>>>
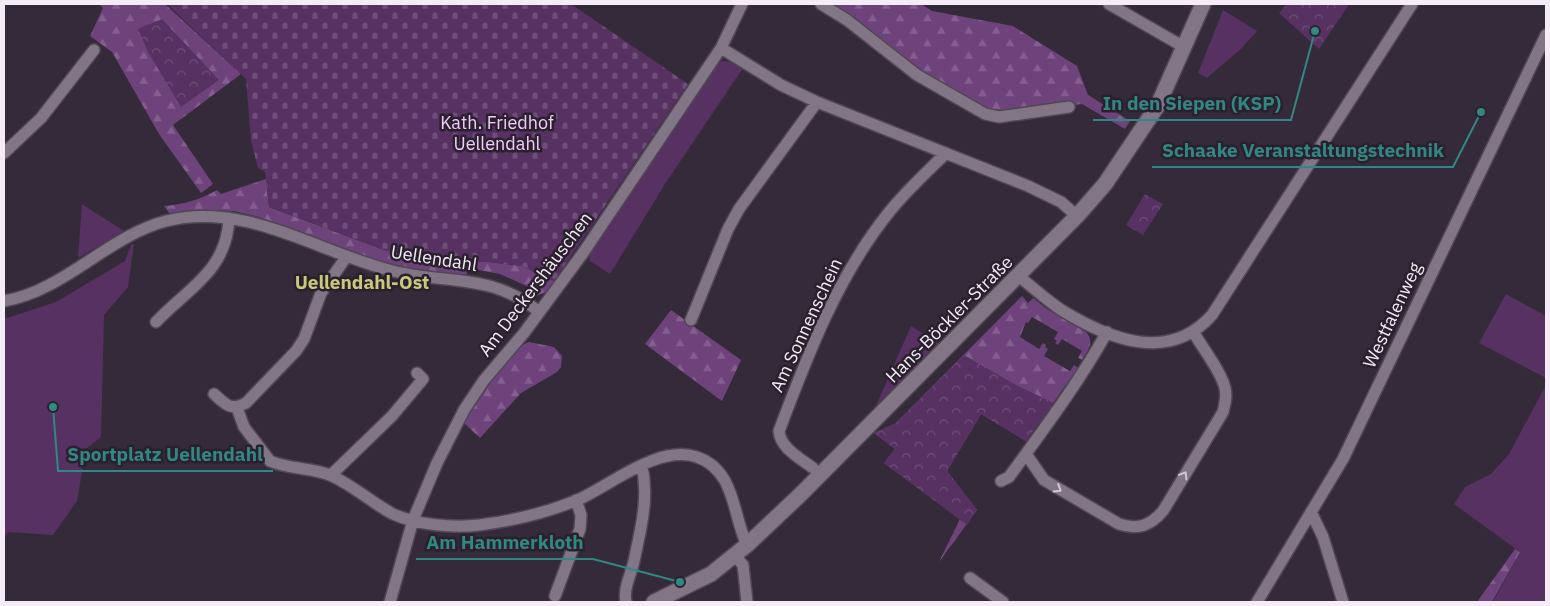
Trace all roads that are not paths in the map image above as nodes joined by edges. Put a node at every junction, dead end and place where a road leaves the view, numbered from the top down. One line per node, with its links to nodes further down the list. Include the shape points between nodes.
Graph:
1 (742, 4): 8 (street, Am Deckershäuschen)
2 (821, 4): 12 (street, via 847,20 917,75 985,114 999,117)
3 (1109, 4): 7 (street)
4 (1203, 4): 7 (street, Hans-Böckler-Straße)
5 (1412, 4): 24 (street, via 1212,315)
6 (1546, 36): 9 (street, Westfalenweg)
7 (1184, 47): 15 (street, Hans-Böckler-Straße, via 1158,105 1105,184)
8 (721, 48): 11 (street, via 781,85); 20 (street, Am Deckershäuschen, via 583,253)
9 (1544, 48): 34 (street, Westfalenweg, via 1343,459)
10 (94, 50): 13 (street, via 41,118)
11 (817, 102): 14 (street); 21 (street, via 739,208)
12 (1069, 107)
13 (4, 153)
14 (946, 153): 15 (street, via 1028,186 1061,202); 30 (street, Am Sonnenschein, via 891,210 858,256 799,377 778,430 783,444)
15 (1077, 216): 18 (street, Hans-Böckler-Straße)
16 (229, 218): 17 (street, Uellendahl, via 248,220); 19 (street, Uellendahl, via 202,216 166,221 139,231 51,283); 22 (street, via 229,234 217,261 187,296 177,300)
17 (347, 256): 20 (street, Uellendahl, via 406,274 493,286 516,295); 27 (street, via 321,293 304,340 246,403)
18 (1018, 276): 23 (street, via 1063,311); 36 (street, Hans-Böckler-Straße)
19 (4, 301)
20 (539, 312): 35 (street, Am Deckershäuschen, via 464,410)
21 (691, 320)
22 (156, 322)
23 (1106, 332): 24 (street, via 1145,343 1169,342); 28 (street, via 1087,368)
24 (1194, 332): 28 (street, one-way to 24, via 1044,480 1119,524 1137,527 1153,522 1163,511 1223,412 1226,399 1221,379)
25 (417, 373): 31 (street, via 423,378 392,416)
26 (214, 394): 27 (street, via 227,406)
27 (237, 408): 31 (street, via 244,427 270,461)
28 (1026, 454): 32 (street, via 1009,477)
29 (642, 466): 33 (street); 36 (street, via 658,458 678,455 696,457 714,467 728,483); 41 (street, via 646,501 634,562 624,593)
30 (812, 468)
31 (331, 475): 35 (street, via 394,514)
32 (1001, 480)
33 (576, 500): 35 (street, via 538,513 478,525 445,525); 39 (street, via 581,515 580,529)
34 (1311, 512): 45 (street, Westfalenweg); 46 (street, via 1323,537)
35 (413, 520): 40 (street, Am Deckershäuschen)
36 (747, 545): 37 (street, Hans-Böckler-Straße)
37 (735, 556): 42 (street, Hans-Böckler-Straße, via 711,574); 43 (street, via 742,566)
38 (970, 578): 44 (street)
39 (555, 596)
40 (390, 602)
41 (626, 602)
42 (654, 602)
43 (747, 602)
44 (1003, 602)
45 (1257, 602)
46 (1343, 602)

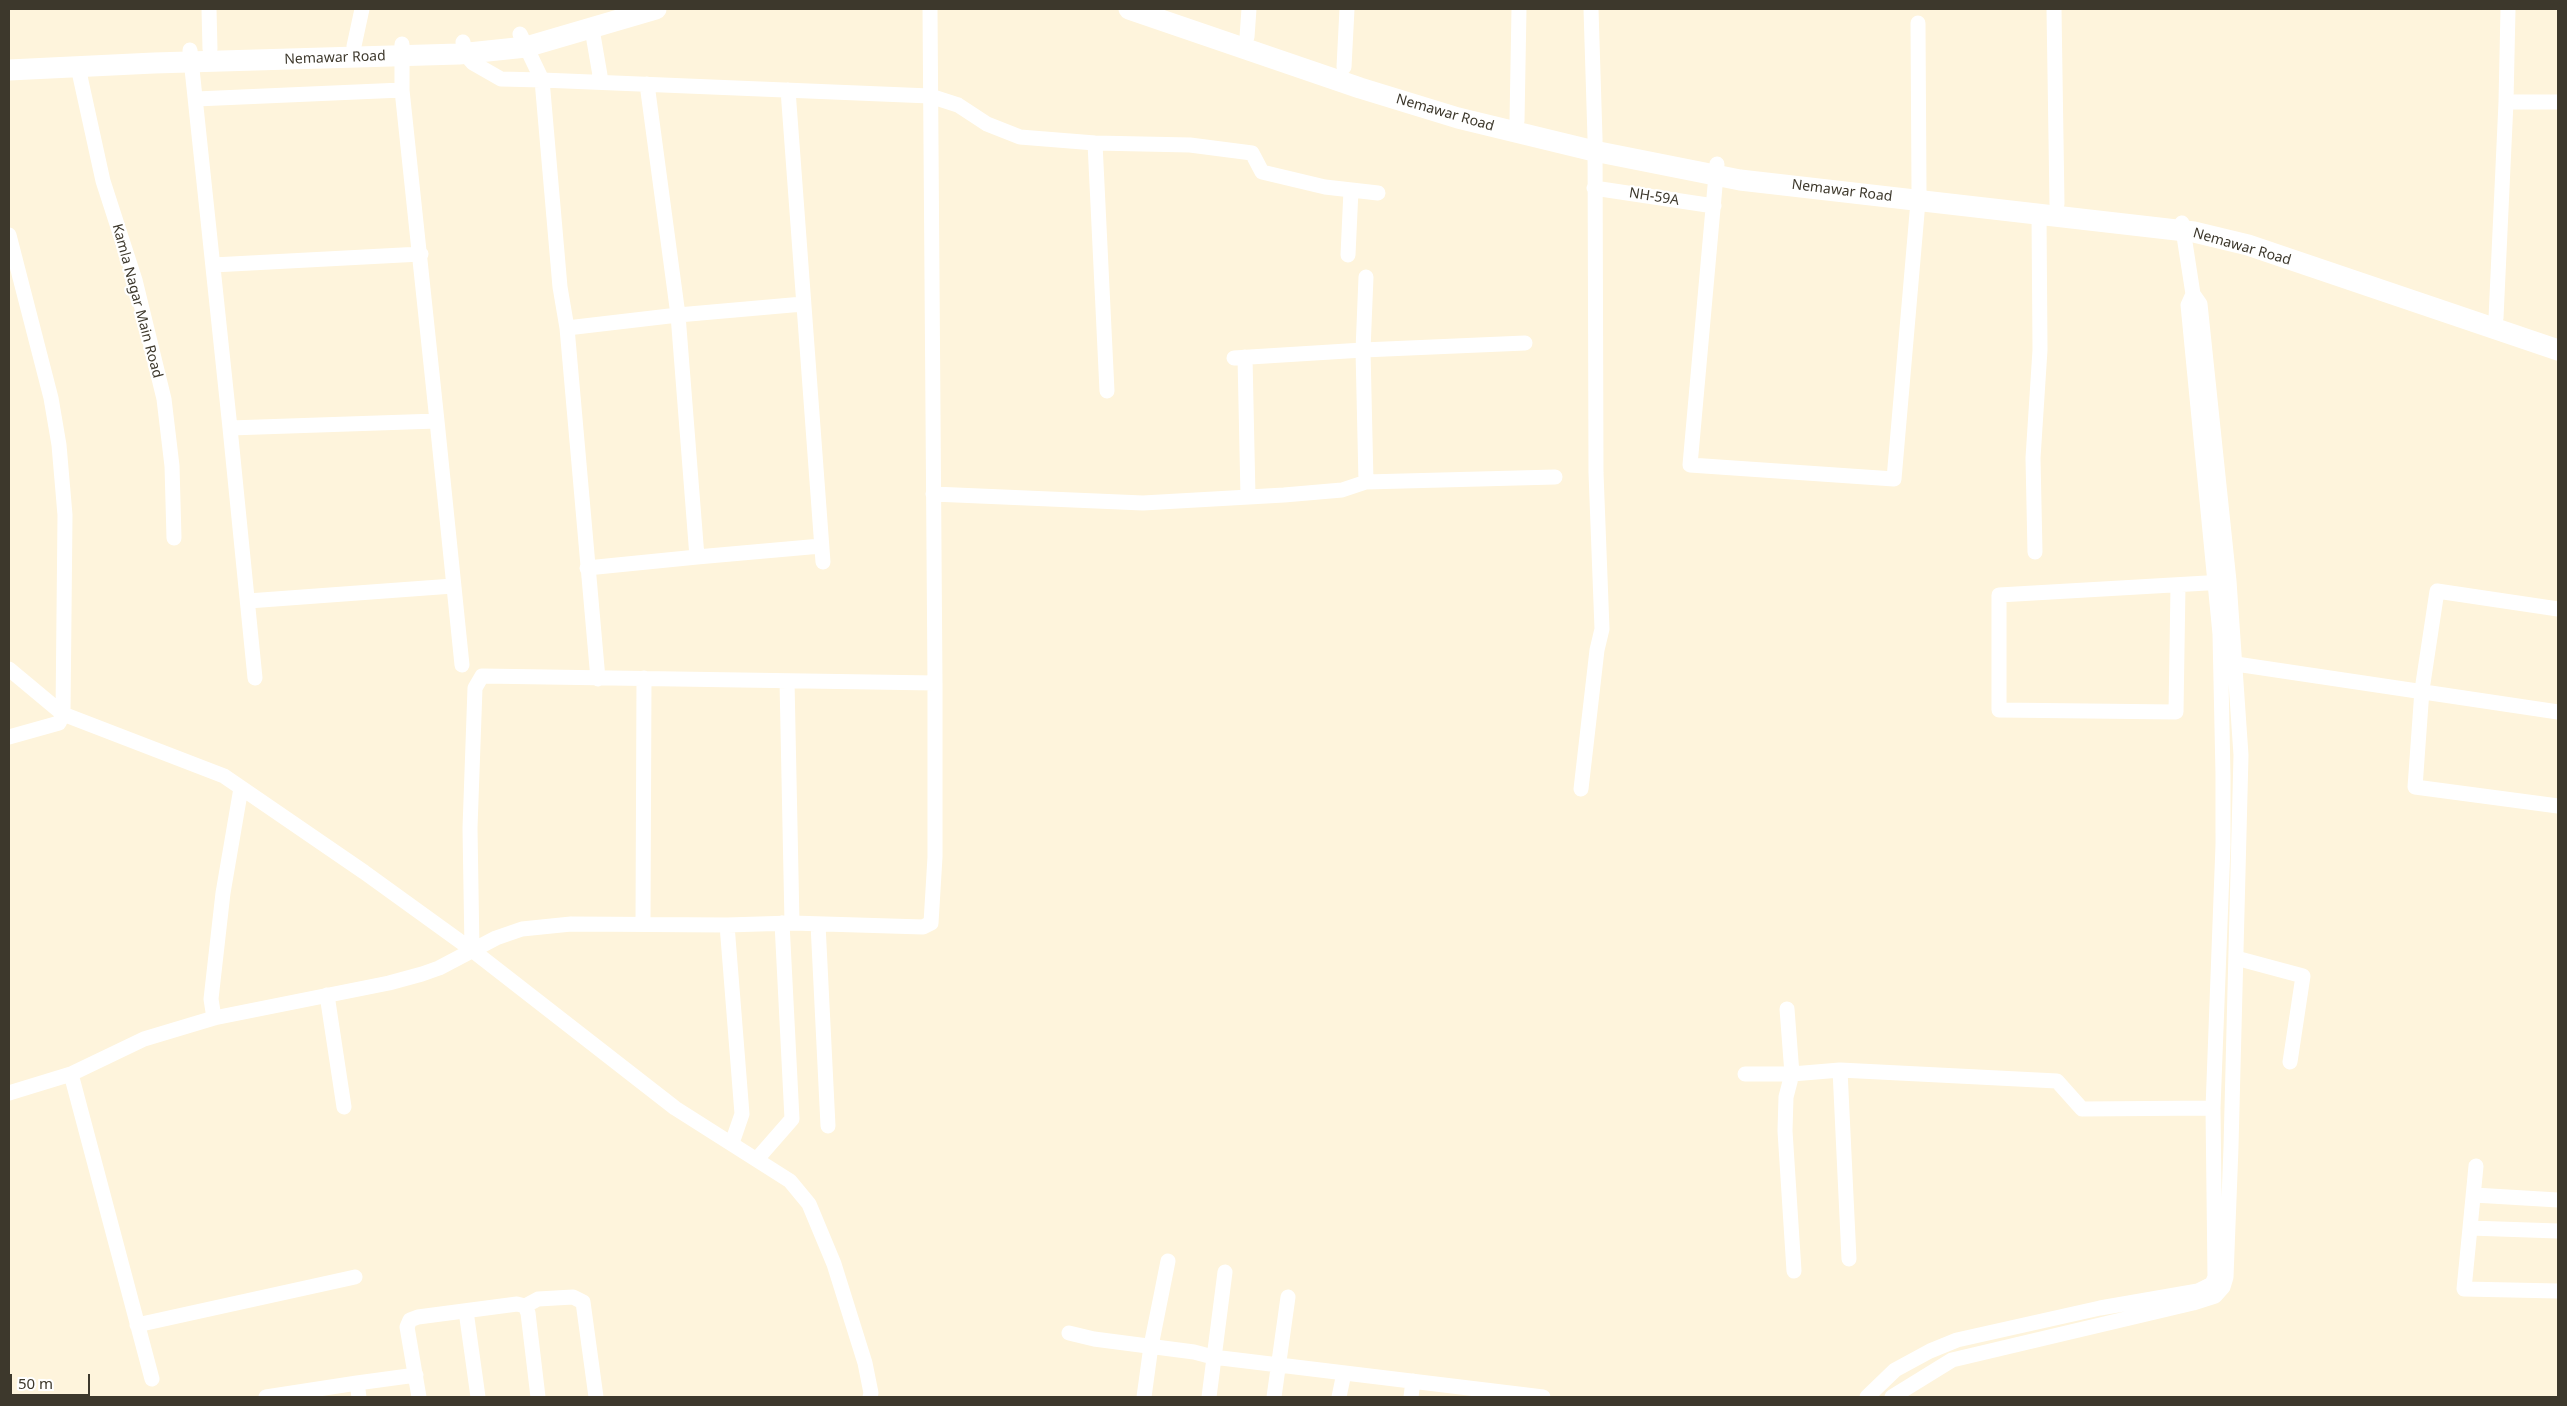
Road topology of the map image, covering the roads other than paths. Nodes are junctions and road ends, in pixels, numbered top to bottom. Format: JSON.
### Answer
<<<
◆ Task:
Looking at the entries above, say how many lines hold the word "paths". Offer no other text.

◆ Output of the task:
2